- Born: August 3, 1967 (age 59) Virginia Beach, Virginia
- Education: Limestone University
- Occupation: Businessman
- Employer: Marriott Vacations Worldwide
- Title: President & COO

= Michael Flaskey =

American businessman

Michael A. Flaskey (born August 3, 1967), also known as Mike Flaskey, is an American businessman and the president and COO of Marriott Vacations Worldwide. Flaskey is also the founder and chairman of the board of Mike Flaskey Entertainment, and former CEO of vacation ownership company Diamond Resorts and marine transportation leader Hornblower Corporation. He is the creator of the Capital One MLB Open and the founder and the former executive director of the Diamond Resorts Invitational and the Diamond Resorts Tournament of Champions, now titled the Hilton Grand Vacations Tournament of Champions. Flaskey was also the founder of the former Invited Celebrity Classic golf tournament, a PGA Tour Champions-sanctioned event.

==Personal life==
Flaskey attended Limestone University, then known as Limestone College, where he was one of the first five players to sign with the Limestone baseball program under Hall of Famer Gaylord Perry. He was a three-year team captain and was named to the NAIA All-District team. He graduated in 1990 with a bachelor's degree in physical education. In 2009, he was inducted into the Limestone Athletics Hall of Fame.

==Business activity==
In February 2026 Flaskey was named President and COO of Marriott Vacations Worldwide. Flaskey was formerly the Chief Executive Officer of Hornblower Corporation. Flaskey is also a member of the board of directors at Invited Clubs.

In August 2021, Flaskey facilitated Diamond Resorts' acquisition by Hilton Grand Vacations, departing Diamond Resorts to launch his own sports and entertainment company, Mike Flaskey Entertainment. In March 2017, Flaskey was named chief executive officer of Diamond Resorts International. Prior to joining Diamond Resorts, Flaskey held senior leadership positions with Starwood Vacation Ownership from October 2003 to July 2006 and with Fairfield Resorts (now Wyndham Vacation Ownership) from August 1992 to September 2003.

Flaskey also served previously on the Board of Directors of Hornblower Corporation, Diamond Resorts and on the Board and Executive Committee of the American Resort Development Association (ARDA). He also serves as an independent director for Invited Clubs (formerly ClubCorp).

At Diamond Resorts, Flaskey launched Events of a Lifetime, an experiential vacation platform. He also is the founder of the Diamond Resorts Invitational, a mixed event celebrity golf tournament held annually in Orlando, Florida.
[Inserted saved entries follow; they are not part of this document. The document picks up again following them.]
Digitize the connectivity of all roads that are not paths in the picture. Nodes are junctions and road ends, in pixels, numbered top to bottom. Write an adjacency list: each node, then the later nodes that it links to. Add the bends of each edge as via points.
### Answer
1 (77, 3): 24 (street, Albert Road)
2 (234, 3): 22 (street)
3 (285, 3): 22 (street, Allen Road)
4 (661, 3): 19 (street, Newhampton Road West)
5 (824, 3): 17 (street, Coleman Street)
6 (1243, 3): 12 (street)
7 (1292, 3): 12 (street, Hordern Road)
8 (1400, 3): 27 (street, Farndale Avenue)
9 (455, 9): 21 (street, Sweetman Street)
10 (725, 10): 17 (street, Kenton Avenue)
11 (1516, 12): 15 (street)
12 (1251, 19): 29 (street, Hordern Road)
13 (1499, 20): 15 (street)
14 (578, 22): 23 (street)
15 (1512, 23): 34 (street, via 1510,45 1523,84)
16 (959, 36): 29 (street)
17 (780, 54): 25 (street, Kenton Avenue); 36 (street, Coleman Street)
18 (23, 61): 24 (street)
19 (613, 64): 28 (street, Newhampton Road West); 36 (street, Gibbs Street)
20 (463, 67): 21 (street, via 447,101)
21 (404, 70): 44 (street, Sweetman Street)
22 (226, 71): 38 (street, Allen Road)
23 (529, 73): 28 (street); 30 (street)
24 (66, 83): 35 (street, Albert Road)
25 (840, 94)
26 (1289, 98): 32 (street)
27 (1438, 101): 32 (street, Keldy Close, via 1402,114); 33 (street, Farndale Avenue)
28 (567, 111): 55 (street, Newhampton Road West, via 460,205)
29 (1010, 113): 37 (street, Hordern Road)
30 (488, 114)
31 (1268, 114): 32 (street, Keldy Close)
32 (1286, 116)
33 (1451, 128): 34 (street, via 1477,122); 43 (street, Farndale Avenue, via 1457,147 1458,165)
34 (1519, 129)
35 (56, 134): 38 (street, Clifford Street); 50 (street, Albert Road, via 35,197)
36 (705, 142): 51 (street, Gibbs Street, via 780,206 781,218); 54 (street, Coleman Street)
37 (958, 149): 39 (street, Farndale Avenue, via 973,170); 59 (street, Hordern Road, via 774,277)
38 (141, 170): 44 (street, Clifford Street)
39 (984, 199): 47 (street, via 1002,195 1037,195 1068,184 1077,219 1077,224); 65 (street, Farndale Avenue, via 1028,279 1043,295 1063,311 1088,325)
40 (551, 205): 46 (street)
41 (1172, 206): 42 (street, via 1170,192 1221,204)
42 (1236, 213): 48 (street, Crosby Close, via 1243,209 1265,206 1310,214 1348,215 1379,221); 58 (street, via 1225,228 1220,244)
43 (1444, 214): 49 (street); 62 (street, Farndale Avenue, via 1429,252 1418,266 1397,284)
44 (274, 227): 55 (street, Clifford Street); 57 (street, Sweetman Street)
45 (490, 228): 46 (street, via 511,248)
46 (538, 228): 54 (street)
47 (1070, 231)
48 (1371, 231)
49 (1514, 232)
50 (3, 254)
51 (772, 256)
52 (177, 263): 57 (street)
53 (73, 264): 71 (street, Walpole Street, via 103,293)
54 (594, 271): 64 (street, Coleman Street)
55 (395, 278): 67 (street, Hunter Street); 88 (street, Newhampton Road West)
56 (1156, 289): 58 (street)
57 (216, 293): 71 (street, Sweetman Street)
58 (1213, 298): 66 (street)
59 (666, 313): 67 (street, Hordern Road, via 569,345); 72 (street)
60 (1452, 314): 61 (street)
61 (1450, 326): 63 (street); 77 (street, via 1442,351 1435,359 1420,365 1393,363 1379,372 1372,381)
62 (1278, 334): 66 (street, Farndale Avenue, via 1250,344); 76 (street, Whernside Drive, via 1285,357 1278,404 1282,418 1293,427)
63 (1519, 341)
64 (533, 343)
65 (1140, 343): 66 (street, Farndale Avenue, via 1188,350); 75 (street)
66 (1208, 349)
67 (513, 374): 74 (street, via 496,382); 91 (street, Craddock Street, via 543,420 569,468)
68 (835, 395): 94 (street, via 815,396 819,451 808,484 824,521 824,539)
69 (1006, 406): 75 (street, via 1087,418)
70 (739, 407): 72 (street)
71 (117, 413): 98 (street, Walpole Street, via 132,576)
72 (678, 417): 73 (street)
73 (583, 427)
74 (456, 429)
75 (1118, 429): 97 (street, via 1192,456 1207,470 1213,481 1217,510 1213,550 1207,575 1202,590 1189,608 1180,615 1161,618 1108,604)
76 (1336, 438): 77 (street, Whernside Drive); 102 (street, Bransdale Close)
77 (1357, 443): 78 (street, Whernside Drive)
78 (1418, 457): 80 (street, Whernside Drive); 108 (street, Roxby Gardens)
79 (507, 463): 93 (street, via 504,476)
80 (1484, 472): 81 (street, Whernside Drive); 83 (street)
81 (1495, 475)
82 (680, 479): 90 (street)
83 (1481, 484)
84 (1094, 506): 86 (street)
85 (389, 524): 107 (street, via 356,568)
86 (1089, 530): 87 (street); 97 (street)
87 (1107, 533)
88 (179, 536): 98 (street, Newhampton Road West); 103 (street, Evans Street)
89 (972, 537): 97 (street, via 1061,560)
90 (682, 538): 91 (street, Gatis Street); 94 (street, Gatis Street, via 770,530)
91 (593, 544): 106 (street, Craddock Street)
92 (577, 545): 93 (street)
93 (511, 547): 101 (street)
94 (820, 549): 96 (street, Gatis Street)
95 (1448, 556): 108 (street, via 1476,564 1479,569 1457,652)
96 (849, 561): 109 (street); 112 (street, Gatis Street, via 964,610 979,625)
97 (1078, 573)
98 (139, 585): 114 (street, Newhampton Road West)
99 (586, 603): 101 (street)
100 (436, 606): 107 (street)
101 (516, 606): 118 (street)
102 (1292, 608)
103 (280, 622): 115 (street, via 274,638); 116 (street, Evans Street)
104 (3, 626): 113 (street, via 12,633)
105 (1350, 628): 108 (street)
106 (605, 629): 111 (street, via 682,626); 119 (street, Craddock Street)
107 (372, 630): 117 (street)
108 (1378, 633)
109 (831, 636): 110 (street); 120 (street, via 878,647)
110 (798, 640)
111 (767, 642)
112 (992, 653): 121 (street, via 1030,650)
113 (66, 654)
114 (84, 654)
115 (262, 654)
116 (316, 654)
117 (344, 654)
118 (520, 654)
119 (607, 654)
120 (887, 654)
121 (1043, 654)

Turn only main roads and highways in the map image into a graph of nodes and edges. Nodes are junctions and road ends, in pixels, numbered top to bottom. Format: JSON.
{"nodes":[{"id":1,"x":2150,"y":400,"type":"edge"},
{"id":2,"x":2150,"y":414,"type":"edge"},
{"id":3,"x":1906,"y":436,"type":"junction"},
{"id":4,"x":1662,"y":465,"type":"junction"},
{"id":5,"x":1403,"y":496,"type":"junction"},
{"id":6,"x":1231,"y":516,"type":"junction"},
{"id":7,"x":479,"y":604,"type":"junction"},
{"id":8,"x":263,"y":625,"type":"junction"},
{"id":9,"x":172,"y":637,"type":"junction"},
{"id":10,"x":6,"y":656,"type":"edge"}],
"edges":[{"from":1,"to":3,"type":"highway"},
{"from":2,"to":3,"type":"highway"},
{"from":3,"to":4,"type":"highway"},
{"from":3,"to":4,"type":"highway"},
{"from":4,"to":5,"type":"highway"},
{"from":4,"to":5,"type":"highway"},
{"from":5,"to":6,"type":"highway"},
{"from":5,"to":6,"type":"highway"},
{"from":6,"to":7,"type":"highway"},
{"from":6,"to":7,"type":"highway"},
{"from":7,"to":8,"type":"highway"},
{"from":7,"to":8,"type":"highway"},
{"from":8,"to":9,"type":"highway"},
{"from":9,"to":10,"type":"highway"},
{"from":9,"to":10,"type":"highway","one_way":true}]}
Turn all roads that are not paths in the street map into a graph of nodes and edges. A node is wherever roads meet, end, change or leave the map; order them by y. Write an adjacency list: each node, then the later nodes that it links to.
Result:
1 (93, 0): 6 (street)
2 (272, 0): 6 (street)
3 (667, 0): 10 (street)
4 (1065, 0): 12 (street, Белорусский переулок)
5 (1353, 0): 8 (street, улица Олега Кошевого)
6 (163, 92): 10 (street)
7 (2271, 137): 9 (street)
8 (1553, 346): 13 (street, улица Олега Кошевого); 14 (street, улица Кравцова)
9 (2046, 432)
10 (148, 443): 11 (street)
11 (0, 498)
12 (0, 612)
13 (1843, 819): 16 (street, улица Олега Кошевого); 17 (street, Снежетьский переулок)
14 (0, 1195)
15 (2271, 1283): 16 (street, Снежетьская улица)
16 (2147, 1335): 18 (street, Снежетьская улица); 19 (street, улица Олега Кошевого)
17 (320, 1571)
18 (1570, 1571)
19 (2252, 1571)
In 2019, the tournament transformed into the Diamond Resorts Tournament of Champions, an official LPGA event featuring LPGA winners from the previous two seasons playing alongside a roster of world-class sports and entertainment celebrities. The tournament is now known as the HGV LPGA Tournament of Champions.

=== Media appearances ===
Flaskey regularly appears on TV including MLB Network, Fox Business, Yahoo Finance and has appeared several times on Golf Channel with professional golfers and celebrities, including John Daly, John Smoltz and Lee Janzen.